WHAT TO DO ::
Output the lines from the top of the entries below to the line with "Which roads connect", both included, exactly and without pictures.

MATERIAL PROVIDED ::
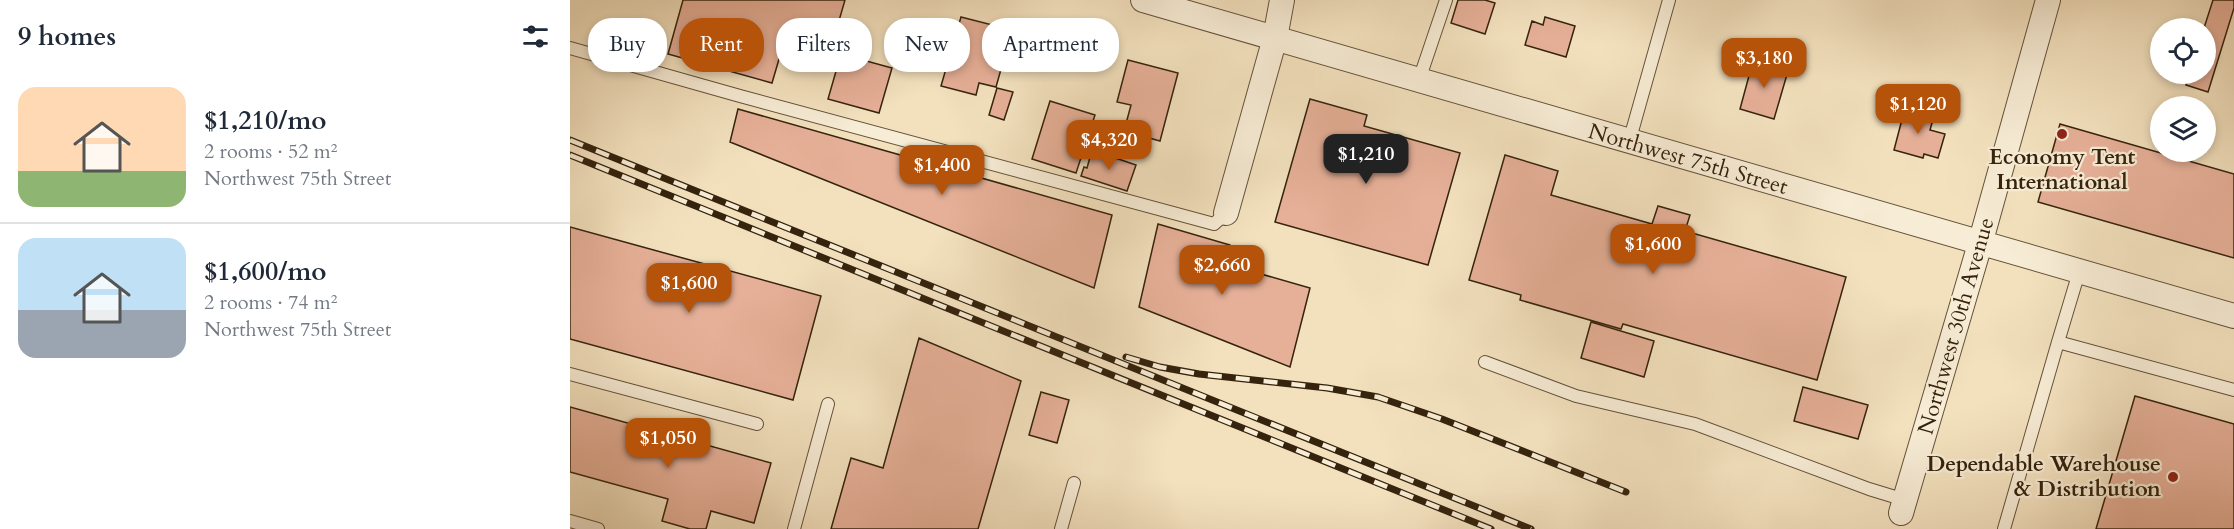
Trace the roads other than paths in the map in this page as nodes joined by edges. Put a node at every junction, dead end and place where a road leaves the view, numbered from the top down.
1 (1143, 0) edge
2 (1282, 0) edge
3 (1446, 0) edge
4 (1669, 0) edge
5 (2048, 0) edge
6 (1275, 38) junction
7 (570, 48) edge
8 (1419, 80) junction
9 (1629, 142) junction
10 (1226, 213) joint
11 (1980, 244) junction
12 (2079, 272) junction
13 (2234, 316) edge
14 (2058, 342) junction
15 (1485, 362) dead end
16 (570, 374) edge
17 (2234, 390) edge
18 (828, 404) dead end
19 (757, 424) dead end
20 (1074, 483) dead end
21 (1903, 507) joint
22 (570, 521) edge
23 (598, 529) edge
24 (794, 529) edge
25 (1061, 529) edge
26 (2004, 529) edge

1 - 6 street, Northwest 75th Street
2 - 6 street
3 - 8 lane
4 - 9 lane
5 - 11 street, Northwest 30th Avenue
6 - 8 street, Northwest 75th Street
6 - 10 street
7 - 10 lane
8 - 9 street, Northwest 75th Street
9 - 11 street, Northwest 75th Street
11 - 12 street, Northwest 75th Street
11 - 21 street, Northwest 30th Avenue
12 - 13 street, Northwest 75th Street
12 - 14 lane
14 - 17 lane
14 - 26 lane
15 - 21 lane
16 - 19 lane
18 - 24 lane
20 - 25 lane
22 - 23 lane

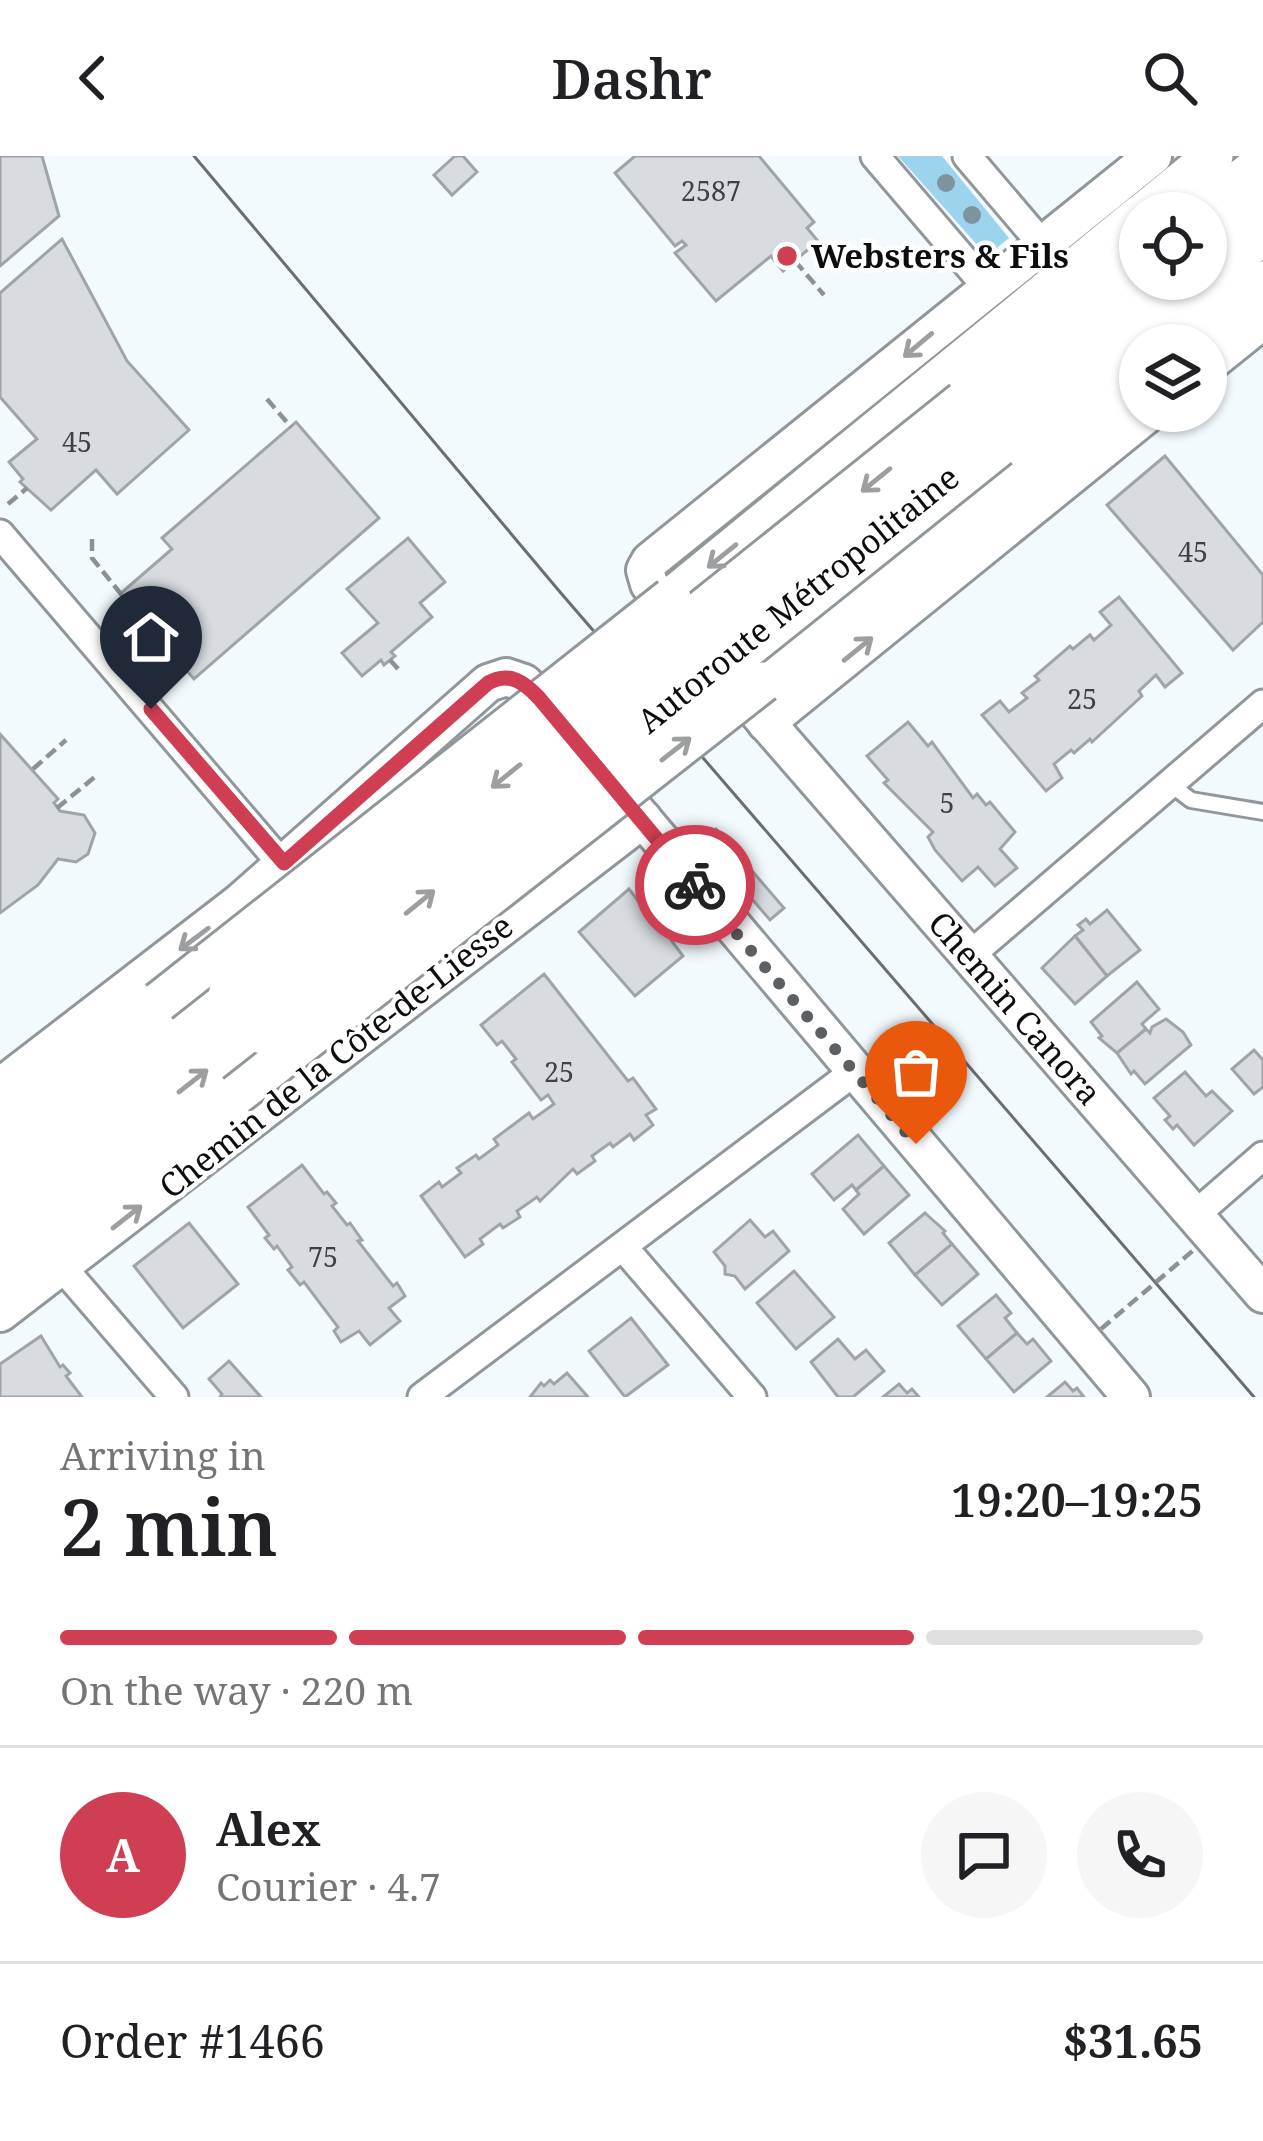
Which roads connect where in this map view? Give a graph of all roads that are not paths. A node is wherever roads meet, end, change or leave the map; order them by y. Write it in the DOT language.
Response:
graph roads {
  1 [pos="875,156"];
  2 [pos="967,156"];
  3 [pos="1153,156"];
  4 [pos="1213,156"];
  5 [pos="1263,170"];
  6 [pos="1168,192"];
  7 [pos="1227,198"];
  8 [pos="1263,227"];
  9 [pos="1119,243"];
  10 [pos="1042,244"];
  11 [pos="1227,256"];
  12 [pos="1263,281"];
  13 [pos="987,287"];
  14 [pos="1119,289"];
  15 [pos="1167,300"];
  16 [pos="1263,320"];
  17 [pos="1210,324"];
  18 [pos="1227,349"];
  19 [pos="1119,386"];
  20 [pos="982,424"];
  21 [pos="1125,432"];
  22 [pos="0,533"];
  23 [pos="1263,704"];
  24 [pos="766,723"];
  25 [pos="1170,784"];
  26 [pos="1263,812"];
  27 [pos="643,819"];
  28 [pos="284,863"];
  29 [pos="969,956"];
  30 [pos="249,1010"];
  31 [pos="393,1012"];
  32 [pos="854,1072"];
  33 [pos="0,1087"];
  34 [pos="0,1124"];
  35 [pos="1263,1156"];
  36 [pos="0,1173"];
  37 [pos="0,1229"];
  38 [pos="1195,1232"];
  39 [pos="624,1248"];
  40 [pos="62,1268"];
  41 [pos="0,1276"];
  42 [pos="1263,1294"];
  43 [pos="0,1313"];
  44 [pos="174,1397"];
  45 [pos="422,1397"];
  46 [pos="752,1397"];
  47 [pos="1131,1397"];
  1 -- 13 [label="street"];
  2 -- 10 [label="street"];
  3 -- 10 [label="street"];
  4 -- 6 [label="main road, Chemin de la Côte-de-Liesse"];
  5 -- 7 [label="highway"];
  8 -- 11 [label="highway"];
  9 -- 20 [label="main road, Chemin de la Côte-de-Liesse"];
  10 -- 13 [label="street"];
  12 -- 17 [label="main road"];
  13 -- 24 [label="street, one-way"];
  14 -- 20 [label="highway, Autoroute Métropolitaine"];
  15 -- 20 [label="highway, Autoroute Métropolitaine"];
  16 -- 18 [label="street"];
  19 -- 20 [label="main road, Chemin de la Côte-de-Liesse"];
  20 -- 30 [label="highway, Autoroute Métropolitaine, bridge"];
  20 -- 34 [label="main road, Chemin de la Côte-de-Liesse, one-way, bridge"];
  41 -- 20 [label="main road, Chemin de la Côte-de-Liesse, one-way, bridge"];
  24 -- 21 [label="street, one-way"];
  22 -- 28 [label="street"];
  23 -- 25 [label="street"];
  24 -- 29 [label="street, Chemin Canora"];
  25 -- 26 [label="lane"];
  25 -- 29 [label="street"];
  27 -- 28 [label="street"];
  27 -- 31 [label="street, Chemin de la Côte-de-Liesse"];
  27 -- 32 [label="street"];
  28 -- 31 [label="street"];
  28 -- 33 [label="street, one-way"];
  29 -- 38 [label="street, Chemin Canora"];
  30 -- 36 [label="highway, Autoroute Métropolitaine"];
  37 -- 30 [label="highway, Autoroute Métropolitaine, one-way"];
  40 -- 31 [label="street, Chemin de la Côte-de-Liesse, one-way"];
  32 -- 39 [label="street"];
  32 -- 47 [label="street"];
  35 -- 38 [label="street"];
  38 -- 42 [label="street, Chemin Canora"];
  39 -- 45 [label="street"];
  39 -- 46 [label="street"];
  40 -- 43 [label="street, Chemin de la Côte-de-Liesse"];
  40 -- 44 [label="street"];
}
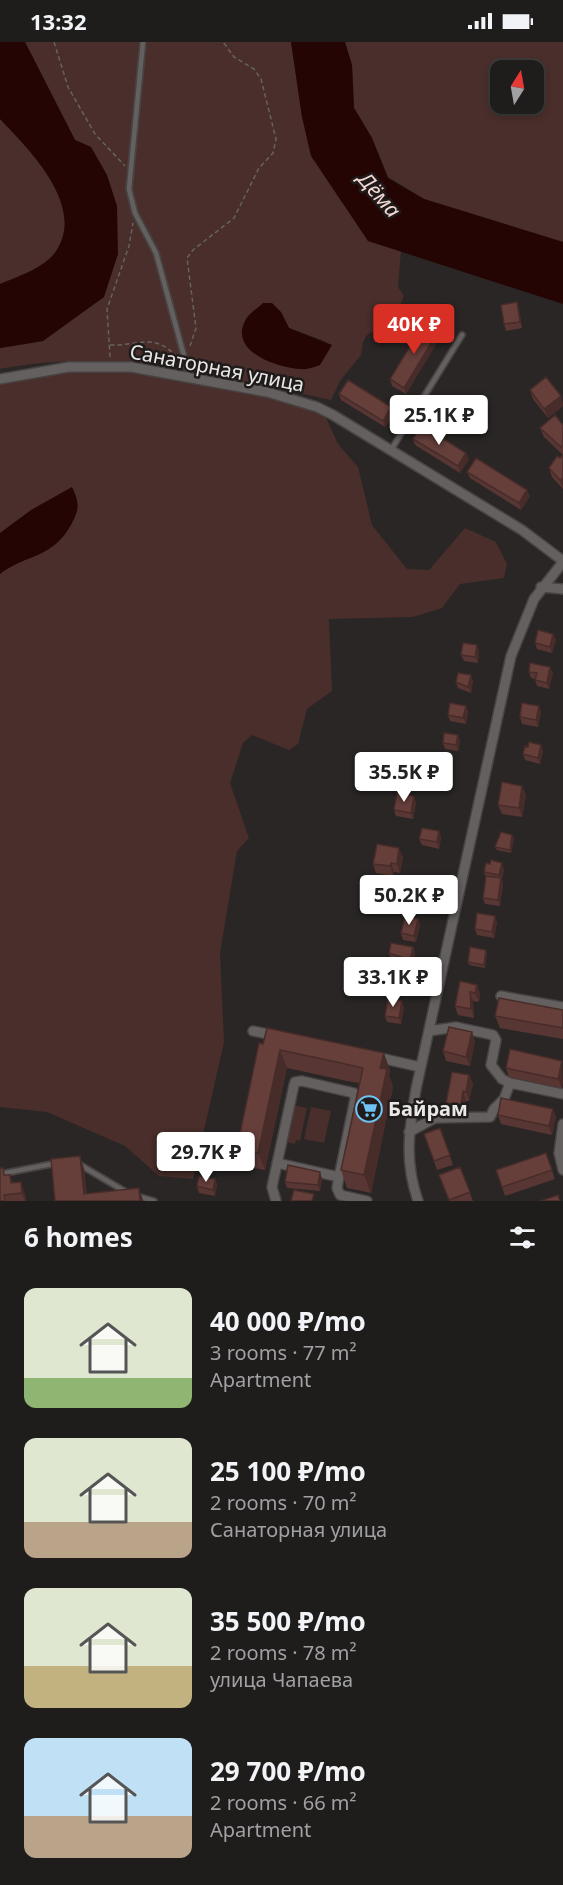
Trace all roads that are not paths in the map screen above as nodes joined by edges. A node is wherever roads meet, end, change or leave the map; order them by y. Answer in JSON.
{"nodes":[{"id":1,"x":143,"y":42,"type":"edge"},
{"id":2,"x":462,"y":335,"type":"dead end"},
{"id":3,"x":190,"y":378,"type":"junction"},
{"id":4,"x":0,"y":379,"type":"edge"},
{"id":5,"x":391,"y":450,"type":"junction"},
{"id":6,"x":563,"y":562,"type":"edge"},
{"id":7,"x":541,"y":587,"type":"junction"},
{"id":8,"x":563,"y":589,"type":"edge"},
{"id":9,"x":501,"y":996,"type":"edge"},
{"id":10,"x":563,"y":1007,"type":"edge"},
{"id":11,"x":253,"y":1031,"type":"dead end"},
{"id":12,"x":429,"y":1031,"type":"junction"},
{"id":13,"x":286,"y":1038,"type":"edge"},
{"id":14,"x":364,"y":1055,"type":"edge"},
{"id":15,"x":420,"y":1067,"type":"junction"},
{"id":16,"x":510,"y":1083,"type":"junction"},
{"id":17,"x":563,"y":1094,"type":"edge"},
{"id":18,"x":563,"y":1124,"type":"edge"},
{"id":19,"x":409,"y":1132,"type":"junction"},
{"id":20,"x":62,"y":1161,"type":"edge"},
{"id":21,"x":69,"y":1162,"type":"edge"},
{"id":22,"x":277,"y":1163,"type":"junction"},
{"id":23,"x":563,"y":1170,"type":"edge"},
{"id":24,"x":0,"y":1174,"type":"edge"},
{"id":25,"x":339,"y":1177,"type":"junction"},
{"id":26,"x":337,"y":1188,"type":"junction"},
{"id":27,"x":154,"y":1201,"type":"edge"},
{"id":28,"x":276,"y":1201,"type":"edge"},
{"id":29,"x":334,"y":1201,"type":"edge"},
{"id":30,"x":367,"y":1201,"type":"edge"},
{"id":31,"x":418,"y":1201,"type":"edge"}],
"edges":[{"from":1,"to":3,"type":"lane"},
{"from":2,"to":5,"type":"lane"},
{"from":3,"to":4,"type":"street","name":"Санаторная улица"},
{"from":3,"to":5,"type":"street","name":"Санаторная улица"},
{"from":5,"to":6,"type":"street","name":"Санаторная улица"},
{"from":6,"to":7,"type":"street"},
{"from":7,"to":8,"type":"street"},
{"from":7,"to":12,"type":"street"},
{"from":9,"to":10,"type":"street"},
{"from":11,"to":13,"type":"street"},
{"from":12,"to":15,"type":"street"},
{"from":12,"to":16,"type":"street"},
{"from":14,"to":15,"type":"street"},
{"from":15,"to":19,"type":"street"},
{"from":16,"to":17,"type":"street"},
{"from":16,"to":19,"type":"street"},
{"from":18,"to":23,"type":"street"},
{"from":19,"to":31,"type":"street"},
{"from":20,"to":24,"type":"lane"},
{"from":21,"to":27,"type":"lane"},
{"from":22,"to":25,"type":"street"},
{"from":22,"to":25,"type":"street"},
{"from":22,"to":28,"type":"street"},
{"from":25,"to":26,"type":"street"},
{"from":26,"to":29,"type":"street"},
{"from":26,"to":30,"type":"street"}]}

TASK ANSWER ::
Trace the roads other than paths in the map in this page as nodes joined by edges. Put a node at every junction, dead end and place where a road leaves the view, numbered from the top down.
1 (1143, 0) edge
2 (1282, 0) edge
3 (1446, 0) edge
4 (1669, 0) edge
5 (2048, 0) edge
6 (1275, 38) junction
7 (570, 48) edge
8 (1419, 80) junction
9 (1629, 142) junction
10 (1226, 213) joint
11 (1980, 244) junction
12 (2079, 272) junction
13 (2234, 316) edge
14 (2058, 342) junction
15 (1485, 362) dead end
16 (570, 374) edge
17 (2234, 390) edge
18 (828, 404) dead end
19 (757, 424) dead end
20 (1074, 483) dead end
21 (1903, 507) joint
22 (570, 521) edge
23 (598, 529) edge
24 (794, 529) edge
25 (1061, 529) edge
26 (2004, 529) edge

1 - 6 street, Northwest 75th Street
2 - 6 street
3 - 8 lane
4 - 9 lane
5 - 11 street, Northwest 30th Avenue
6 - 8 street, Northwest 75th Street
6 - 10 street
7 - 10 lane
8 - 9 street, Northwest 75th Street
9 - 11 street, Northwest 75th Street
11 - 12 street, Northwest 75th Street
11 - 21 street, Northwest 30th Avenue
12 - 13 street, Northwest 75th Street
12 - 14 lane
14 - 17 lane
14 - 26 lane
15 - 21 lane
16 - 19 lane
18 - 24 lane
20 - 25 lane
22 - 23 lane

Which roads connect where in this map view? Give a graph of all roads that are not paths. A node is wherever roads meet, end, change or leave the map; order them by y. Write it in the DOT language.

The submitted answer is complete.